## Source records
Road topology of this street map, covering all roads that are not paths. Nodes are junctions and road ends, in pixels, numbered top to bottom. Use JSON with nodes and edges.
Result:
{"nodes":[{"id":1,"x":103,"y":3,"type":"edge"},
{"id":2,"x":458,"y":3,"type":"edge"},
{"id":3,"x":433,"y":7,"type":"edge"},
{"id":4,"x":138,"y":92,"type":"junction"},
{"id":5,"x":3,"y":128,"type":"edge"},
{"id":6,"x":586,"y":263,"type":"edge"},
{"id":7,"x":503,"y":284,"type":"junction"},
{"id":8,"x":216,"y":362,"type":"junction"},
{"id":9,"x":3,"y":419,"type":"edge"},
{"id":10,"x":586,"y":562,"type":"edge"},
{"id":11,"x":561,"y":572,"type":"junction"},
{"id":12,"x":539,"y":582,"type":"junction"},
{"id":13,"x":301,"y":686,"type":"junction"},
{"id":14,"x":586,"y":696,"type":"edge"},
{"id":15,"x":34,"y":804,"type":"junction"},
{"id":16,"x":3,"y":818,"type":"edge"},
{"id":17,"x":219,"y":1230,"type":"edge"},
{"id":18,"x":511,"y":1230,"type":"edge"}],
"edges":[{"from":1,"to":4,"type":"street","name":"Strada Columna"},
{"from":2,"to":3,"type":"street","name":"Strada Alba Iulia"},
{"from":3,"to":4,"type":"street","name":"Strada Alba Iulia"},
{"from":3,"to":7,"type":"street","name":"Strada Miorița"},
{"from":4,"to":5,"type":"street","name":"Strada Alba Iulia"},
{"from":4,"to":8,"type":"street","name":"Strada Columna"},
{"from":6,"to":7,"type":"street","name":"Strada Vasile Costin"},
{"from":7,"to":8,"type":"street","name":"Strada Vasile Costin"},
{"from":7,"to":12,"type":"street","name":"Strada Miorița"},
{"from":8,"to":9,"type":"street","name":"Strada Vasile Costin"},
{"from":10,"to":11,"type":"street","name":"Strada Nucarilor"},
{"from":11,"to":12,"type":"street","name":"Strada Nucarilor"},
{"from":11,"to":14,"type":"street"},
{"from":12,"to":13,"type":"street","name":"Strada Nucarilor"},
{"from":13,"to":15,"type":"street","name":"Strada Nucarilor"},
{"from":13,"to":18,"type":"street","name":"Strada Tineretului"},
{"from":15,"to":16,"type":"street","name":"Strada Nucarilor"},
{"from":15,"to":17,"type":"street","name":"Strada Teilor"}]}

## Task prompt
Output each entry exactly. Leave none out.

## Written response
Road topology of this street map, covering all roads that are not paths. Nodes are junctions and road ends, in pixels, numbered top to bottom. Use JSON with nodes and edges.
Result:
{"nodes":[{"id":1,"x":103,"y":3,"type":"edge"},
{"id":2,"x":458,"y":3,"type":"edge"},
{"id":3,"x":433,"y":7,"type":"edge"},
{"id":4,"x":138,"y":92,"type":"junction"},
{"id":5,"x":3,"y":128,"type":"edge"},
{"id":6,"x":586,"y":263,"type":"edge"},
{"id":7,"x":503,"y":284,"type":"junction"},
{"id":8,"x":216,"y":362,"type":"junction"},
{"id":9,"x":3,"y":419,"type":"edge"},
{"id":10,"x":586,"y":562,"type":"edge"},
{"id":11,"x":561,"y":572,"type":"junction"},
{"id":12,"x":539,"y":582,"type":"junction"},
{"id":13,"x":301,"y":686,"type":"junction"},
{"id":14,"x":586,"y":696,"type":"edge"},
{"id":15,"x":34,"y":804,"type":"junction"},
{"id":16,"x":3,"y":818,"type":"edge"},
{"id":17,"x":219,"y":1230,"type":"edge"},
{"id":18,"x":511,"y":1230,"type":"edge"}],
"edges":[{"from":1,"to":4,"type":"street","name":"Strada Columna"},
{"from":2,"to":3,"type":"street","name":"Strada Alba Iulia"},
{"from":3,"to":4,"type":"street","name":"Strada Alba Iulia"},
{"from":3,"to":7,"type":"street","name":"Strada Miorița"},
{"from":4,"to":5,"type":"street","name":"Strada Alba Iulia"},
{"from":4,"to":8,"type":"street","name":"Strada Columna"},
{"from":6,"to":7,"type":"street","name":"Strada Vasile Costin"},
{"from":7,"to":8,"type":"street","name":"Strada Vasile Costin"},
{"from":7,"to":12,"type":"street","name":"Strada Miorița"},
{"from":8,"to":9,"type":"street","name":"Strada Vasile Costin"},
{"from":10,"to":11,"type":"street","name":"Strada Nucarilor"},
{"from":11,"to":12,"type":"street","name":"Strada Nucarilor"},
{"from":11,"to":14,"type":"street"},
{"from":12,"to":13,"type":"street","name":"Strada Nucarilor"},
{"from":13,"to":15,"type":"street","name":"Strada Nucarilor"},
{"from":13,"to":18,"type":"street","name":"Strada Tineretului"},
{"from":15,"to":16,"type":"street","name":"Strada Nucarilor"},
{"from":15,"to":17,"type":"street","name":"Strada Teilor"}]}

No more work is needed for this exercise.